* **EXERCISE DESCRIPTION**
Here is a block of records. Copy every line in it that includes "Somerville".

* **STORED DATA**
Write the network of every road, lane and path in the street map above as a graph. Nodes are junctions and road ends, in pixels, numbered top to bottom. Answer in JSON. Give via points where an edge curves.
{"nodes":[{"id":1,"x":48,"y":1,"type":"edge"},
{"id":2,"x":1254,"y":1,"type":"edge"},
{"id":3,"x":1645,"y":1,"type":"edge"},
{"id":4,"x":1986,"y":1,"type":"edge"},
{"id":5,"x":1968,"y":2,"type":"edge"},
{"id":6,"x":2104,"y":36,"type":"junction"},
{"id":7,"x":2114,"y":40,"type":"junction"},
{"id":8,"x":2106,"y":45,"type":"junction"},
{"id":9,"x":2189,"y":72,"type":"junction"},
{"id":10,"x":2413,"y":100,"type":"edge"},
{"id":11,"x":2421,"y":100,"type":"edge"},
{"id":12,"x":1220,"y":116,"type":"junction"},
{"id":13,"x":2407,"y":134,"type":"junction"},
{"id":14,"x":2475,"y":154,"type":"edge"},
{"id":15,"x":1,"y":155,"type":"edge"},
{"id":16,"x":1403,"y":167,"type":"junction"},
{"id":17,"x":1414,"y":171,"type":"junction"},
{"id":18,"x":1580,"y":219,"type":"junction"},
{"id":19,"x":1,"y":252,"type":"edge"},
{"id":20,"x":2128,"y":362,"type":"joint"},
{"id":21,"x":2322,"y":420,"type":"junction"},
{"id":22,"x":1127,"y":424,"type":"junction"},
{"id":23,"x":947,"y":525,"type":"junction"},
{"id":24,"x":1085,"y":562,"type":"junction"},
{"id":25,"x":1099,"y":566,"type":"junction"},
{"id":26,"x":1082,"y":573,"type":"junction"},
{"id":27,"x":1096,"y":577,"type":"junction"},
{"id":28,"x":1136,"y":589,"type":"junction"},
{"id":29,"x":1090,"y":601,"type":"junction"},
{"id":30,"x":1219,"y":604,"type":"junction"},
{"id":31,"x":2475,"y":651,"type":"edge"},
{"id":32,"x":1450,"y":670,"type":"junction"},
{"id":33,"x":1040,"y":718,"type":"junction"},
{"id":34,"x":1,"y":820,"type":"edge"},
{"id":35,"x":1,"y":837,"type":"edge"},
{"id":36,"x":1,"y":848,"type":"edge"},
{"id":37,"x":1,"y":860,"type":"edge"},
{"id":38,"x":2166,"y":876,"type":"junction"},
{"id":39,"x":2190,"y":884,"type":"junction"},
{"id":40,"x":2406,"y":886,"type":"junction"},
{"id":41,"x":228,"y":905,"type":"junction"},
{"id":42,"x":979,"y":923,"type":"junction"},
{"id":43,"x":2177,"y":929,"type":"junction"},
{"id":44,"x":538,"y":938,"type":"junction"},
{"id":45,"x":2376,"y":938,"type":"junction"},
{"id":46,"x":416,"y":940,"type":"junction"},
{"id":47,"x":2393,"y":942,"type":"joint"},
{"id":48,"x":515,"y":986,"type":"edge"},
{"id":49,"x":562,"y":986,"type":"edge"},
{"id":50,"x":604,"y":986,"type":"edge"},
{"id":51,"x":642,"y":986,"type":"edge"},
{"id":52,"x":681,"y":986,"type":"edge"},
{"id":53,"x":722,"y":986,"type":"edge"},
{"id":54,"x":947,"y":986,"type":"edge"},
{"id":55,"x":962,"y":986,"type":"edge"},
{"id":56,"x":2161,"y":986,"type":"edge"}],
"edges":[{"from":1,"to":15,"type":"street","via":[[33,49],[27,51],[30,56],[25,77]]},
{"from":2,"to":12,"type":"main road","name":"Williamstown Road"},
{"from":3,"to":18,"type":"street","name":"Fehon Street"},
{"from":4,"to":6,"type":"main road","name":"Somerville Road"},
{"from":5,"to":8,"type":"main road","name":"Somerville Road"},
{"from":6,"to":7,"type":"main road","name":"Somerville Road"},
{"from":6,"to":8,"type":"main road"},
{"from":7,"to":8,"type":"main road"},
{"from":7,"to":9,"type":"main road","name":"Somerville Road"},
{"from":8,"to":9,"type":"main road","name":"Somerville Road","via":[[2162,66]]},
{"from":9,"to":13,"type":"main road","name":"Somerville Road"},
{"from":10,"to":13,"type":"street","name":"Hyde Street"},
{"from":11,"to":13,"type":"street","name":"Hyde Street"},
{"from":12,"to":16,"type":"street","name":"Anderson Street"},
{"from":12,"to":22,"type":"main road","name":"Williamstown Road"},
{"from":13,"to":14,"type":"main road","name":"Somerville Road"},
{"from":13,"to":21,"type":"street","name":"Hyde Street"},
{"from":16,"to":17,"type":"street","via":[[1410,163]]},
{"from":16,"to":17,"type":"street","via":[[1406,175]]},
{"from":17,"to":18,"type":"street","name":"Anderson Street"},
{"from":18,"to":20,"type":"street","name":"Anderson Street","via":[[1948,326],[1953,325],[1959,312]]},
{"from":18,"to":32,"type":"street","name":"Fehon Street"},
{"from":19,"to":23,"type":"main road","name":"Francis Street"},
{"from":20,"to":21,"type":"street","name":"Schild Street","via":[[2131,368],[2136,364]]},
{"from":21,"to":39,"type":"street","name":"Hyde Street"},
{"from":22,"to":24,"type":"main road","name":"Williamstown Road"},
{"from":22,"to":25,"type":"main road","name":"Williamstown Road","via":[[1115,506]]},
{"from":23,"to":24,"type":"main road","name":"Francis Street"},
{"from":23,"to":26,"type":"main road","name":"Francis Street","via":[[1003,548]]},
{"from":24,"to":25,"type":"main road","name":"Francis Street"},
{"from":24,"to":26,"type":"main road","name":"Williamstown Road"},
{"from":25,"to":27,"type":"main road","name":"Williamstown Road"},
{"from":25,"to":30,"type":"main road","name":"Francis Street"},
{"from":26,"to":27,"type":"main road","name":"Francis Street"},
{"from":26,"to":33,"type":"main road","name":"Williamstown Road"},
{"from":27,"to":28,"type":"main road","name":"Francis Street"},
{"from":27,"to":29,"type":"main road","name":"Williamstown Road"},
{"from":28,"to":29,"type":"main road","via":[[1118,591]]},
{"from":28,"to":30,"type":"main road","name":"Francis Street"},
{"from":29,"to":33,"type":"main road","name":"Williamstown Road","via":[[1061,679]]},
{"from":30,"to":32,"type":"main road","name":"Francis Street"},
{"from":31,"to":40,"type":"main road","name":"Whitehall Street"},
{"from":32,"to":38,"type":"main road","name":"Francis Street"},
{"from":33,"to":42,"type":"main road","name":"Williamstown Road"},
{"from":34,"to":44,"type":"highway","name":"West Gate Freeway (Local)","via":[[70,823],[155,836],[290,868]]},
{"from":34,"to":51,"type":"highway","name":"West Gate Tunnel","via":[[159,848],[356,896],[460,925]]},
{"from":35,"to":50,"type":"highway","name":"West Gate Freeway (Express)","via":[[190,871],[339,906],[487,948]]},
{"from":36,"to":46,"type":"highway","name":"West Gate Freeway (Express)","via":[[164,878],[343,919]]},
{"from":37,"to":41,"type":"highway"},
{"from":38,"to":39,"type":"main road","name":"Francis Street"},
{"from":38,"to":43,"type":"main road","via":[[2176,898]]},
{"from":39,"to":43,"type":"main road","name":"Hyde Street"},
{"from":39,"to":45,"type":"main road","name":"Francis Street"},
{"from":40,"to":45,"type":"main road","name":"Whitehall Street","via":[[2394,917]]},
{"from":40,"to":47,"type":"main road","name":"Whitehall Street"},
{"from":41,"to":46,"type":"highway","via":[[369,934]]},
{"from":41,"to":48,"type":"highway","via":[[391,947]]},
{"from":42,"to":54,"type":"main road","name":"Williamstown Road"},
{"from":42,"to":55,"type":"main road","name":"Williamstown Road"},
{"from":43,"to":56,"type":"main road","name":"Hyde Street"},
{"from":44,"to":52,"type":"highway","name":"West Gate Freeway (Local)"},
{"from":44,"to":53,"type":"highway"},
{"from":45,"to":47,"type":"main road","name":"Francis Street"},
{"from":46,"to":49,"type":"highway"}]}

* **SOLUTION**
{"from":4,"to":6,"type":"main road","name":"Somerville Road"},
{"from":5,"to":8,"type":"main road","name":"Somerville Road"},
{"from":6,"to":7,"type":"main road","name":"Somerville Road"},
{"from":7,"to":9,"type":"main road","name":"Somerville Road"},
{"from":8,"to":9,"type":"main road","name":"Somerville Road","via":[[2162,66]]},
{"from":9,"to":13,"type":"main road","name":"Somerville Road"},
{"from":13,"to":14,"type":"main road","name":"Somerville Road"},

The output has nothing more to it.